ERP implementation is often quite complex, and according to our market trends and Salary Survey, the project duration can last to up to six months. How can you tell if your NetSuite project management is effective, how do you benchmark progress, and how do you measure the success at the end of it?
In this article, we will explore the different stages of a NetSuite ERP implementation and what tactics you should be using to measure the success of your NetSuite project.
Preparing for a project – analysis and design
Preparation is the most crucial stage of your NetSuite implementation project, as it allows you to define the critical aspects of the project before going forward, helping you to start on the right foot by ensuring your time and money aren’t wasted.
In the preparation stage, it’s essential to communicate with all of the teams in your company that will have any involvement with the project. By getting personnel on board from an early stage, you gain an insight into what each department will require from the new system and gather support to help drive the user adoption of across the organization during the deploying stage.
Avoid an internal communication breakdown during your NetSuite project.
You’ll need to think about the following things:
Defining company vision
The first question you need to ask yourself is, what is the end goal? To ensure your implementation is successful, you need a clear vision of which business goals and outcomes you want to achieve with your NetSuite ERP. So ask yourself, where would your business be after the project is successful? Will you be harnessing your data to strengthen your existing internal system? Will your sole focus be to improve customer experience? And how much extra revenue will you generate?
This is where communication is critical, as your vision may not be a true reflection of the ideal outcome for everyone, so record what your team needs from the new system.

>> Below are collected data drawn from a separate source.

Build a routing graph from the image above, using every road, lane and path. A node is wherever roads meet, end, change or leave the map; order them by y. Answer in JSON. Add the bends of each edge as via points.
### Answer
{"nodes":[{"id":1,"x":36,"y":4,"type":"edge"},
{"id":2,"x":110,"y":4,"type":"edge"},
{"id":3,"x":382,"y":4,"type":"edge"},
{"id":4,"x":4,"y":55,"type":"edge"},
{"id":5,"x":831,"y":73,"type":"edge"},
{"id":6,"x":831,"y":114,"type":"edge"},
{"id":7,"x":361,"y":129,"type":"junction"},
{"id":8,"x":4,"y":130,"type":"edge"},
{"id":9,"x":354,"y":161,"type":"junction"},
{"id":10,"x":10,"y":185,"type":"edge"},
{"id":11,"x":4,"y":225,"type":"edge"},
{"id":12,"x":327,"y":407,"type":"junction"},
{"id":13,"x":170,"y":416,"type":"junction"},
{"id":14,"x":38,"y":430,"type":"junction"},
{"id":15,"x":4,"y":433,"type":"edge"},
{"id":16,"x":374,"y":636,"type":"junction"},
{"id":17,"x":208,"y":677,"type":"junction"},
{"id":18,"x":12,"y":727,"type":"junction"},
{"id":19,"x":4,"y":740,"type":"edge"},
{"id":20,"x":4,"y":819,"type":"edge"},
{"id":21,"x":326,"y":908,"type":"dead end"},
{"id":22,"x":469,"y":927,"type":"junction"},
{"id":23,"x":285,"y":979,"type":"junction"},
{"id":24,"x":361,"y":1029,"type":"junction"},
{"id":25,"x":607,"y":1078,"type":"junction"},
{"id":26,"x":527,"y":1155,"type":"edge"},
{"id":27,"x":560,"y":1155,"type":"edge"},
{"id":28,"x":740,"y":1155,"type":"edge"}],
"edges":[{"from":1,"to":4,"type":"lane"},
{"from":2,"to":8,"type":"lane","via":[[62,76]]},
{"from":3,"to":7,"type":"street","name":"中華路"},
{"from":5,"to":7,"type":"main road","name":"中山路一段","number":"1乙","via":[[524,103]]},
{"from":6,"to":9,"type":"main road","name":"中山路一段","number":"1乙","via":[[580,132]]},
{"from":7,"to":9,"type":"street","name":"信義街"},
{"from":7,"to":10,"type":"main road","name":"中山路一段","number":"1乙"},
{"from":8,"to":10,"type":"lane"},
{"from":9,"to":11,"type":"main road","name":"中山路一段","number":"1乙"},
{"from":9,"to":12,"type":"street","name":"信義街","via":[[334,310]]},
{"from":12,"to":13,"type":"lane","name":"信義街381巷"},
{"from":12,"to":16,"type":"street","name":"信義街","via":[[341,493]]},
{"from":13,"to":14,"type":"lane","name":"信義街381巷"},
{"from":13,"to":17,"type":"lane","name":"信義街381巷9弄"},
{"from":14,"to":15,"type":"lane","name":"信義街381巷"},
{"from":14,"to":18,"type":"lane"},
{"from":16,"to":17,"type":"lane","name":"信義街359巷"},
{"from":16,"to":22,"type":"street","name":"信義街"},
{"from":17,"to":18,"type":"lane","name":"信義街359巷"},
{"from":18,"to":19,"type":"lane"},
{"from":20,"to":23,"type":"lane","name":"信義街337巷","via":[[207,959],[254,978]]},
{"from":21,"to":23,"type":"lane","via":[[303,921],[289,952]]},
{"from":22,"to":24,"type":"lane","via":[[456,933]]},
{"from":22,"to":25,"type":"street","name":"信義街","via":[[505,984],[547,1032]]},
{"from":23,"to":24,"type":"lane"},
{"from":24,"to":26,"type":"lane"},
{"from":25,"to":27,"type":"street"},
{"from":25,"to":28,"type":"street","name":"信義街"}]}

However unrealistic or bizarre their ideas are, understanding the needs of the different departments from your employees will help move the project along, and improve user adoption post-implementation.
Here are some of the more common business goals that adopting NetSuite can help you work towards:
Unified business operation: develop a unified system that covers all aspects required to run your business.
Tailor your business needs: use the NetSuite re-imagined business’ consumption model to allow your company to consume capabilities based on your business needs.
Streamlining the sales process: the supply chain control tower can enable planners, buyers, and operation users to increase on-time delivery and optimize supply chain efficiency.
Unlock growth: a successful roadmap that will allow you to unlock new opportunities through agile adaptable business dynamics.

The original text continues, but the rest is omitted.